Reproduce the entire listing word for word.
>>>>
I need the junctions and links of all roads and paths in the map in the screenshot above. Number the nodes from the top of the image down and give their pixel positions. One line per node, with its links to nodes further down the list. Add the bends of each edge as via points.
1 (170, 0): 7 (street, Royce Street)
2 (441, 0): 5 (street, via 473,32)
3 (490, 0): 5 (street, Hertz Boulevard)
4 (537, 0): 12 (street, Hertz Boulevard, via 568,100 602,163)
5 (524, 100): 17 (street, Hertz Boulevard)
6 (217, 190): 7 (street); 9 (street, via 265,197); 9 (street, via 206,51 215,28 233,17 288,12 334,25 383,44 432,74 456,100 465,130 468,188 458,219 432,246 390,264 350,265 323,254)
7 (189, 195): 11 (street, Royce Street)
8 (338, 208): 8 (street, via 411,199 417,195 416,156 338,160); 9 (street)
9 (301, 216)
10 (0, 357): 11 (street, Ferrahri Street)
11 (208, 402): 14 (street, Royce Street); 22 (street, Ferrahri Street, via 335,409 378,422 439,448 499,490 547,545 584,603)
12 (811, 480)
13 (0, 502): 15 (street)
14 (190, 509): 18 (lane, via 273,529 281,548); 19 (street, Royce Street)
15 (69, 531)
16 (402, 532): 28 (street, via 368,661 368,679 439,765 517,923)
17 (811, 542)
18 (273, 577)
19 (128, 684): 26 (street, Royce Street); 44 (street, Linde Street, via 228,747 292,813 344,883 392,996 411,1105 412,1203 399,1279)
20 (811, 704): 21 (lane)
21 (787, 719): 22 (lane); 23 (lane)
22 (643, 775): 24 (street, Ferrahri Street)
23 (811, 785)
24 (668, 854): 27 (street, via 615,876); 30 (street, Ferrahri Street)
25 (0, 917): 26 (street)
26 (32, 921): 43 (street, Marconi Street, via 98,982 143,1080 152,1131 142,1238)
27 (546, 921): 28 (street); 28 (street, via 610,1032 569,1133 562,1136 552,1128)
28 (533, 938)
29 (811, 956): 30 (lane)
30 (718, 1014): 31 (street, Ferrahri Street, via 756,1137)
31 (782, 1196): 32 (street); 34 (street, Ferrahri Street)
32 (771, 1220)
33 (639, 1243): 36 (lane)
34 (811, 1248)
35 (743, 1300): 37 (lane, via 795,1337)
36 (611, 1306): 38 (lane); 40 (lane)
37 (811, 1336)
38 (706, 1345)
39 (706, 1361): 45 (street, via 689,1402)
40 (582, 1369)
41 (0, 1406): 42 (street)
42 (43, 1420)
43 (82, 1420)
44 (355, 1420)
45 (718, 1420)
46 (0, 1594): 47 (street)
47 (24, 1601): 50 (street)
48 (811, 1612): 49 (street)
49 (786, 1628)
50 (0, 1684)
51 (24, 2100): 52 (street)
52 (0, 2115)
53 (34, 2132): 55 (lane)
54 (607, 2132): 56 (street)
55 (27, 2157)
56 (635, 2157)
<<<<
■ EXERCISE RESULT ■
I need the junctions and links of all roads and paths in the map in the screenshot above. Number the nodes from the top of the image down and give their pixel positions. One line per node, with its links to nodes further down the list. Add the bends of each edge as via points.
1 (170, 0): 7 (street, Royce Street)
2 (441, 0): 5 (street, via 473,32)
3 (490, 0): 5 (street, Hertz Boulevard)
4 (537, 0): 12 (street, Hertz Boulevard, via 568,100 602,163)
5 (524, 100): 17 (street, Hertz Boulevard)
6 (217, 190): 7 (street); 9 (street, via 265,197); 9 (street, via 206,51 215,28 233,17 288,12 334,25 383,44 432,74 456,100 465,130 468,188 458,219 432,246 390,264 350,265 323,254)
7 (189, 195): 11 (street, Royce Street)
8 (338, 208): 8 (street, via 411,199 417,195 416,156 338,160); 9 (street)
9 (301, 216)
10 (0, 357): 11 (street, Ferrahri Street)
11 (208, 402): 14 (street, Royce Street); 22 (street, Ferrahri Street, via 335,409 378,422 439,448 499,490 547,545 584,603)
12 (811, 480)
13 (0, 502): 15 (street)
14 (190, 509): 18 (lane, via 273,529 281,548); 19 (street, Royce Street)
15 (69, 531)
16 (402, 532): 28 (street, via 368,661 368,679 439,765 517,923)
17 (811, 542)
18 (273, 577)
19 (128, 684): 26 (street, Royce Street); 44 (street, Linde Street, via 228,747 292,813 344,883 392,996 411,1105 412,1203 399,1279)
20 (811, 704): 21 (lane)
21 (787, 719): 22 (lane); 23 (lane)
22 (643, 775): 24 (street, Ferrahri Street)
23 (811, 785)
24 (668, 854): 27 (street, via 615,876); 30 (street, Ferrahri Street)
25 (0, 917): 26 (street)
26 (32, 921): 43 (street, Marconi Street, via 98,982 143,1080 152,1131 142,1238)
27 (546, 921): 28 (street); 28 (street, via 610,1032 569,1133 562,1136 552,1128)
28 (533, 938)
29 (811, 956): 30 (lane)
30 (718, 1014): 31 (street, Ferrahri Street, via 756,1137)
31 (782, 1196): 32 (street); 34 (street, Ferrahri Street)
32 (771, 1220)
33 (639, 1243): 36 (lane)
34 (811, 1248)
35 (743, 1300): 37 (lane, via 795,1337)
36 (611, 1306): 38 (lane); 40 (lane)
37 (811, 1336)
38 (706, 1345)
39 (706, 1361): 45 (street, via 689,1402)
40 (582, 1369)
41 (0, 1406): 42 (street)
42 (43, 1420)
43 (82, 1420)
44 (355, 1420)
45 (718, 1420)
46 (0, 1594): 47 (street)
47 (24, 1601): 50 (street)
48 (811, 1612): 49 (street)
49 (786, 1628)
50 (0, 1684)
51 (24, 2100): 52 (street)
52 (0, 2115)
53 (34, 2132): 55 (lane)
54 (607, 2132): 56 (street)
55 (27, 2157)
56 (635, 2157)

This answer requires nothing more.